Once you’ve discovered what works for you, stick with it. A common mistake is to train on one brand of products and then at an event use the brand provided at aid stations with disastrous results. Do some research to find out what’s on offer, try it in training and, if you don’t get on with it, develop a more self-sufficient approach. Even minor differences, such as a higher proportion of fructose than you’re used to, can cause distress, so don’t risk it. Additionally, if you know that two gels per hour works for you in training, don’t switch to one or three on race day. Set an alarm on your watch or bike computer and follow your tried and tested routine.
It doesn’t matter if you’re running or riding, you don’t want to be consume anything during difficult climbs. At higher intensities your body won’t cope with it. It’s better to fuel on flat or downhill sections, so gather information about the route. Don’t forget that even the fastest acting gels will take 10-15 minutes to start working, so take this into account. Eat little and often from the beginning of a long race and don’t let excitement cause you to miss early feeds. If you want to catch up later, this is often a recipe for stomach problems. Set an alarm as a reminder. In triathlons, especially in long course and Ironman events, much of your day’s calories should be consumed during riding. Work on this yourself, because it’s very likely your body won’t tolerate solids on the run and you’ll be relying on those bike-banked calories.
5 THE NIGHT BEFORE
Finding a pre-race meal that works for you is something that you have to practice in training. Avoid anything that could slow down the transit of food through your gut. Avoid high levels of fat, so if you go for the endurance athlete’s staple of pasta, don’t decide for red meat, creamy or cheesy sauces. Reduce fibre and don’t eat large quantities of gas producing vegetables such as cabbage, broccoli or cauliflower.

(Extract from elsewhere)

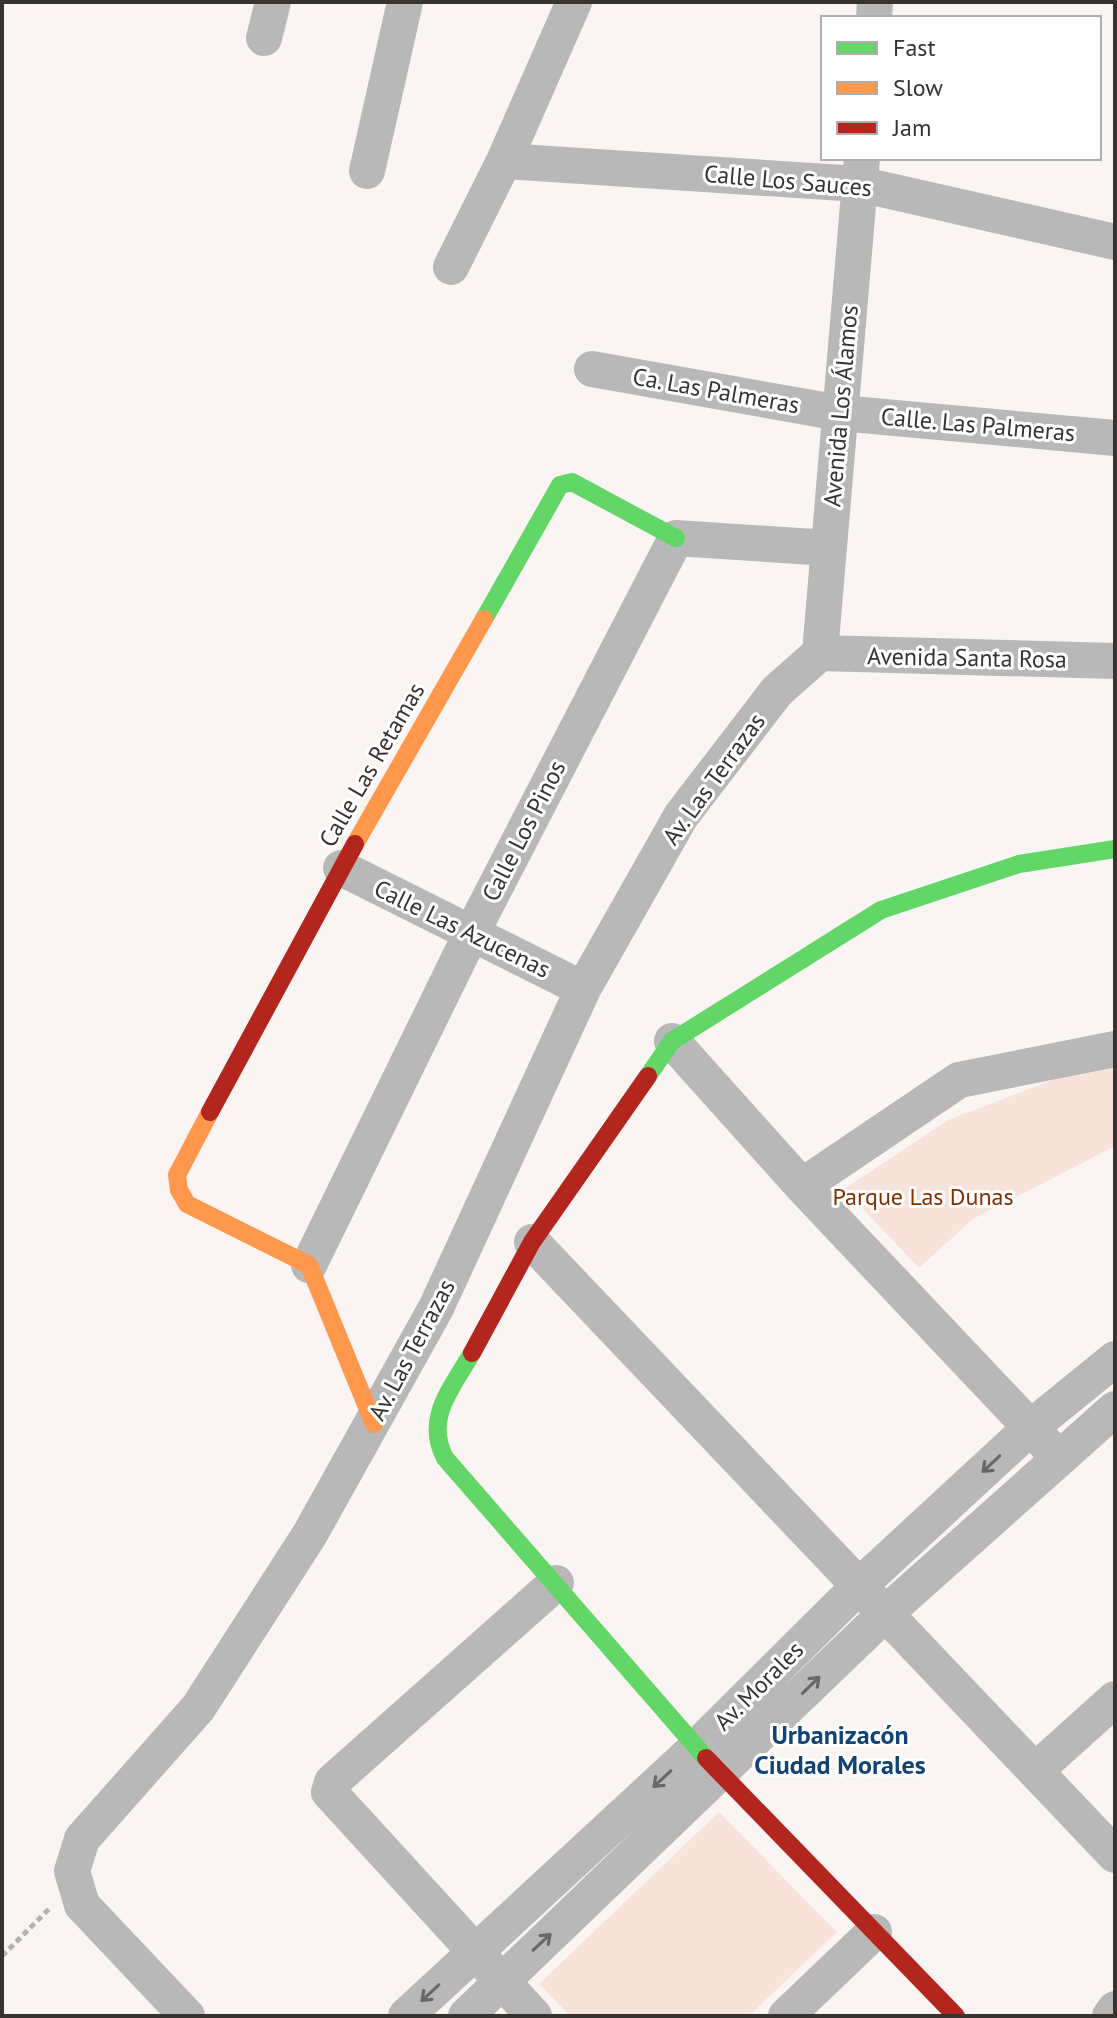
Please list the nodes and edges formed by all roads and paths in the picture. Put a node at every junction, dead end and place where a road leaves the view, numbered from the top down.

You can consume some lean protein, such as chicken or turkey but in moderate amounts. In addition, you should avoid heavily spiced food: a pre-event curry is rarely a good idea.
6 THE MORNING BEFORE
This in another aspect of your race day nutrition strategy that you havo to nail in training. All of what applies to your night before meal applies to your breakfast. Make sure you leave enough time for your breakfast to digest. Two to three hours is best, and the more intense your race, the more important this period of time is.
Hygiene is highly important. Don’t forget to clean and sterilize your water bottles or bladder after every use, especially if you drank a sugary energy drink. Don’t leave them in the back of your car or your pack to ferment, but clean them as soon as you get home. On the bike, road spray can contaminate your bottle so if the roads are very dirty, squeeze a small amount of liquid out before you drink to clear the nozzle and squirt into your mouth rather than sucking. Heavy endurance training can decrease your immunity so be careful and always wash your hands, particularly in public places. Carrying a small bottle of anti-bacterial hand gel may appear excessive to you but if you’ve put in months of training, picking up a bug could easily ruin your event. Both vitamins D and C can give your immune system a bit of a boost. If you’re travelling to a race abroad, all the usual rules for avoiding bugs apply. Avoid salads and buffets and avoid everything you can’t boil, cook or peel.
If you find yourself still experiencing gastrointestinal distress after having followed all these tips, you should go to see the doctor. You may need to rule out conditions such as IBS, Coeliac or Chrohn’s disease.